Tutti i membri del gruppo partono dalla consapevolezza che il mondo della Scuola sia stato penalizzato da una serie di provvedimenti e riforme, spalmate negli anni, che hanno ridotto questa istituzione allo stadio di malato terminale, per cui gli investimenti per sostenerla e migliorarla sono diventati una chimera e il lavoro necessario per mandarla avanti quasi una missione.

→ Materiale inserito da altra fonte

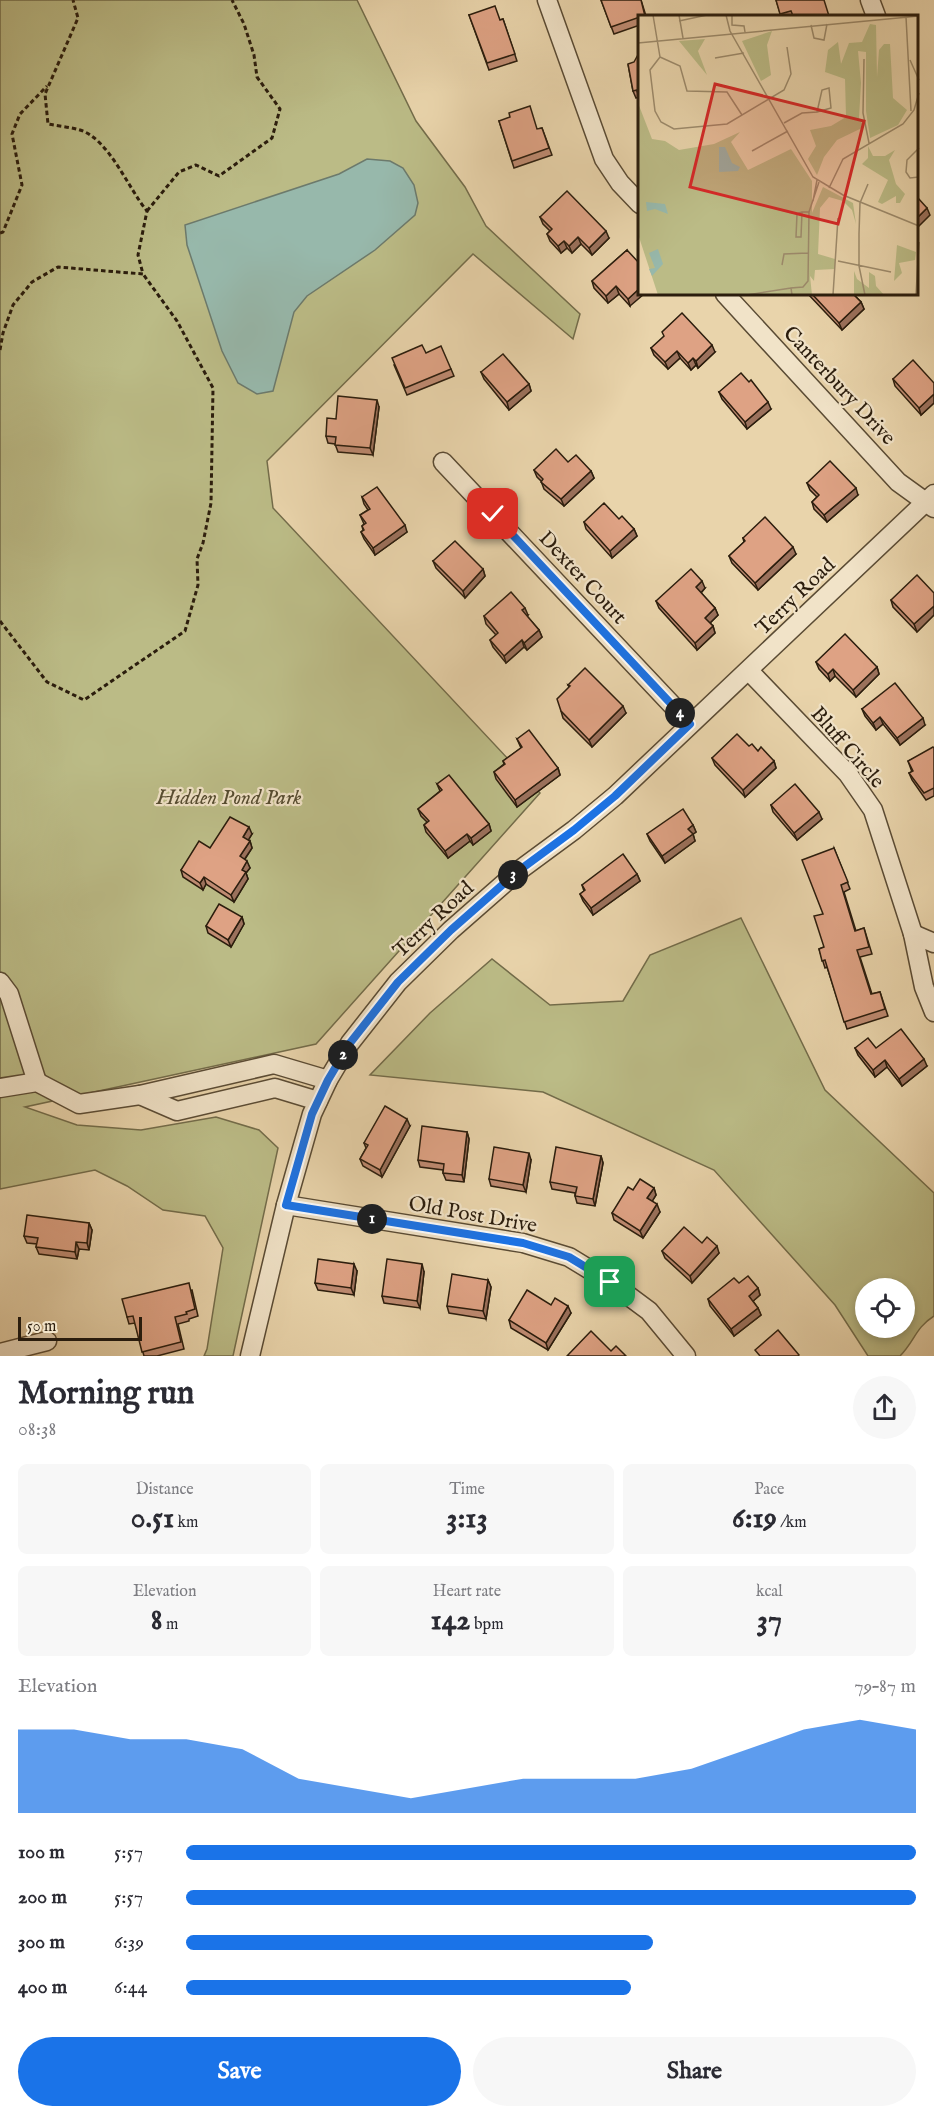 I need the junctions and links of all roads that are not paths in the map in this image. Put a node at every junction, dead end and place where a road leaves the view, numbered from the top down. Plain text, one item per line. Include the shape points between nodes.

Nell’avvicendamento delle varie compagini politiche nel corso degli ultimi decenni, nel settore Scuola ha prevalso la logica dell’immobilismo e della dismissione, tendendo a considerare il sistema scuola un ramo secco, serbatoio di larve da svezzare destinate a far parte di un mondo che richiede non di vivere ma di sopravvivere. Così, mentre giovani menti, desiderose di imparare per cambiare il mondo, venivano incanalate nei binari della società dei numeri, nelle segreterie si faceva la conta dei fogli a4 necessari per arrivare alla fine della settimana. Intanto, paradossalmente, tablet, pc e banchi da competizione intasavano i locali degli edifici scolastici, quasi a cercare di colmare il vuoto culturale creatosi a causa del passaggio dalla politica della formazione alla politica aziendale.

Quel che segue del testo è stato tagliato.